Подошел ближе и поднял указательный палец правой руки против лба его.
— Что было в этой голове, когда вы, с вашим именем, с вашей фамилией, вошли в такое дело? Гвардии полковник князь Трубецкой, как вам не стыдно быть с этой сволочью?
Казался себе самому в эту минуту Аполлоном Бельведерским, разящим Пифона. Но одна маска упала, другая наделась; вместо грозной — чувствительная, та самая, которую примеривал давеча перед Толем.
— Какая милая жена! Есть у вас дети?
— Нет, государь.
— Счастливы, что у вас нет детей. Ваша участь будет ужасная, ужасная!
Несмотря на видимый гнев, был спокоен: все было заранее обдумано.
— Отчего вы дрожите?
— Озяб, ваше величество.
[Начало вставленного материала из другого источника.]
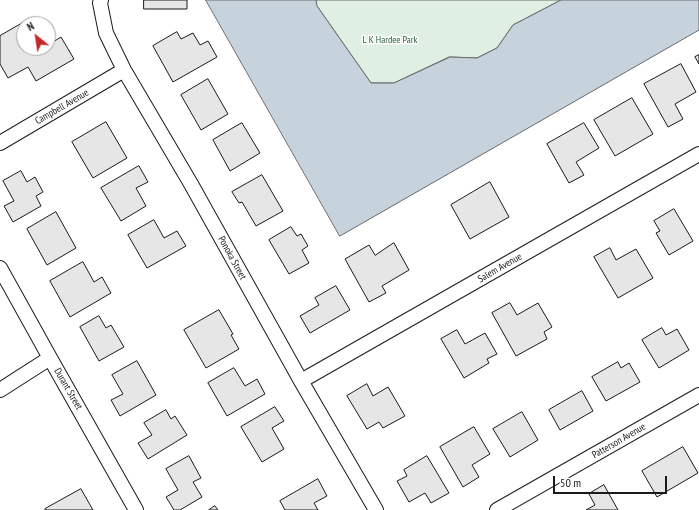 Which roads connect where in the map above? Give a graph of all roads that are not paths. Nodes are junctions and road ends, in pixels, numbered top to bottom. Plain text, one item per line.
1 (101, 0) edge
2 (124, 70) junction
3 (0, 143) edge
4 (697, 159) edge
5 (0, 268) edge
6 (50, 358) junction
7 (301, 382) junction
8 (0, 390) edge
9 (699, 395) edge
10 (136, 510) edge
11 (376, 510) edge
12 (497, 510) edge

1 - 2 street, Ponoka Street
2 - 3 street, Campbell Avenue
2 - 7 street, Ponoka Street
4 - 7 street, Salem Avenue
5 - 6 street, Durant Street
6 - 8 street
6 - 10 street, Durant Street
7 - 11 street, Ponoka Street
9 - 12 street, Patterson Avenue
В одном мундире ехал.
— Почему в мундире?
— Шубу украли.
— Кто?
— Не знаю. Должно быть, в суматохе, когда арестовали; много было народу, — ответил Трубецкой с улыбкой и поднял глаза: никакого страха не было в этих больших серых глазах, простых, печальных и добрых. Стоял, неуклюже сгорбившись, закинув руки за спину.
— Извольте стоять, как следует! Руки по швам!
— Sire…
— Когда ваш государь говорит с вами по-русски, вы не должны сметь отвечать на другом языке!
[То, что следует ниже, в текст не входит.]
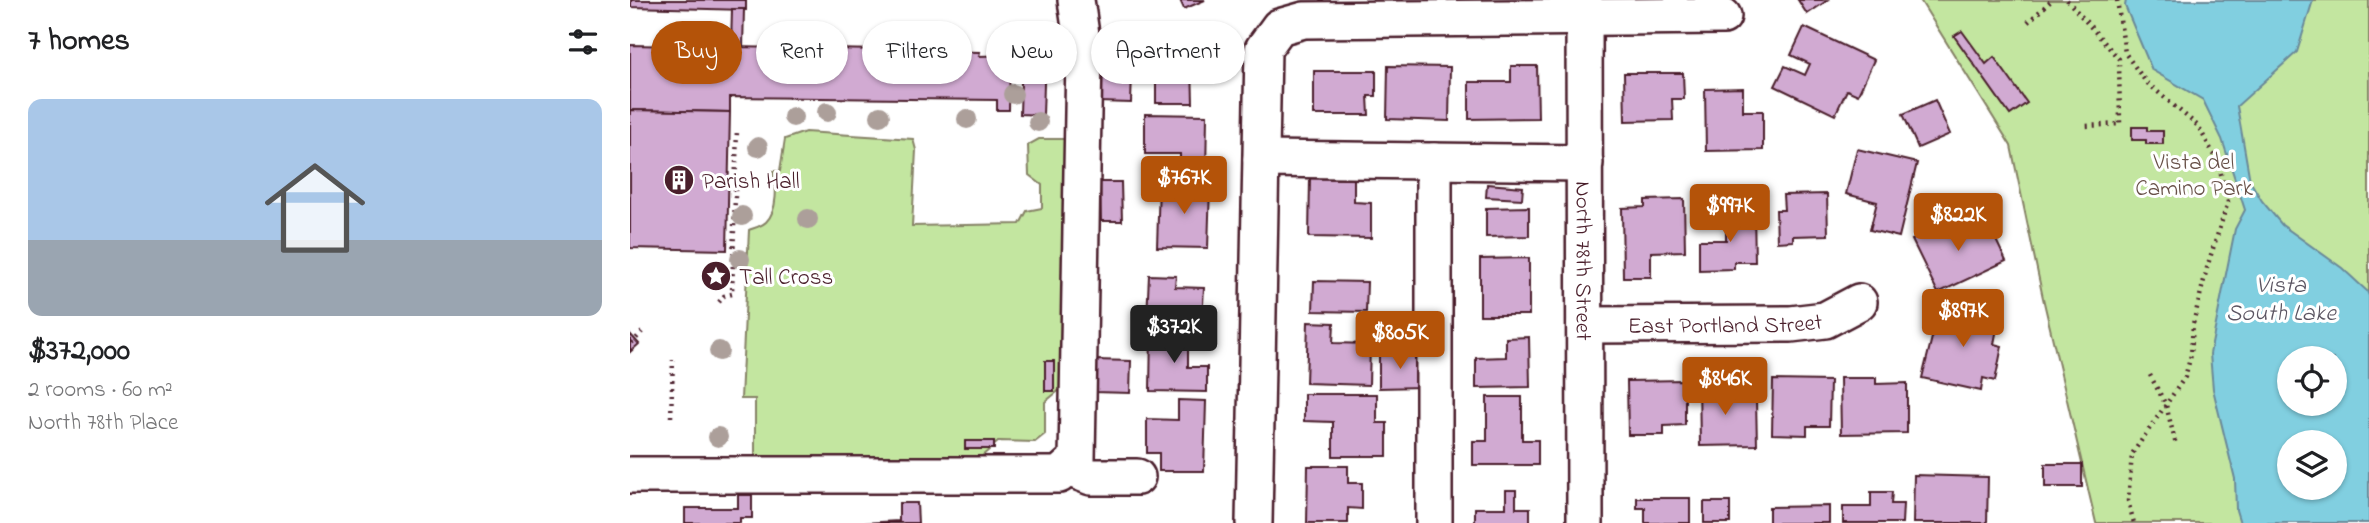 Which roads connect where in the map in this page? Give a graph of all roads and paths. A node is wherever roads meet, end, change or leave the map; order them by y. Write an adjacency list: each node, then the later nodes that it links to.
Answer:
1 (1076, 0): 23 (street)
2 (2052, 0): 7 (path)
3 (2067, 0): 8 (path)
4 (2117, 0): 20 (path)
5 (1584, 8): 6 (street); 10 (street); 12 (street, North 78th Street)
6 (1723, 16)
7 (2028, 22)
8 (2086, 126)
9 (737, 129): 13 (path)
10 (1261, 159): 11 (street); 26 (street)
11 (1434, 161): 12 (street); 27 (street)
12 (1584, 163): 15 (street, North 78th Street)
13 (719, 302)
14 (1859, 302): 15 (street, East Portland Street)
15 (1585, 326): 28 (street, North 78th Street)
16 (642, 332): 17 (path)
17 (630, 350)
18 (673, 360): 21 (path)
19 (2150, 375): 20 (path)
20 (2166, 405): 22 (path); 29 (path)
21 (671, 417)
22 (2176, 445)
23 (1068, 468): 24 (street); 25 (street)
24 (630, 475)
25 (1137, 477)
26 (1254, 523)
27 (1434, 523)
28 (1585, 523)
29 (2134, 523)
— Виноват, ваше величество, руки связаны…
— Развязать!
Шульгин подошел и начал развязывать. Государь отвернулся и, увидев бумагу в руках Толя, сказал:
— Читай.
Толь прочел показание одного из арестованных, — чье, не назвал, — что бывшее Четырнадцатого происшествие есть дело Тайного Общества, которое, кроме членов в Петербурге, имеет большую отрасль в 4-м корпусе, и что князь Трубецкой, дежурный штаб-офицер корпуса, может дать полные сведения.
Трубецкой слушал и радовался: понял, что показатель навел на ложный след, чтобы скрыть Южное Общество.
— Это Пущина? — спросил Николай.
— Пущина, ваше величество, — ответил Толь.
Трубецкой заметил, что перемигнулись.
— Ну, что вы скажете? — опять обернулся к нему государь.
— Пущин ошибается, ваше величество, — ответил Трубецкой, напрягая все силы ума, чтобы понять, что значит перемигивание.
— А-а, вы думаете, Пущина? — накинулся на него Толь.
Но Трубецкой не потерялся — уже понял, в чем дело: через него ловили Пущина. — Ваше превосходительство, сами изволили сказать, что Пущина.
— А где Пущин живет?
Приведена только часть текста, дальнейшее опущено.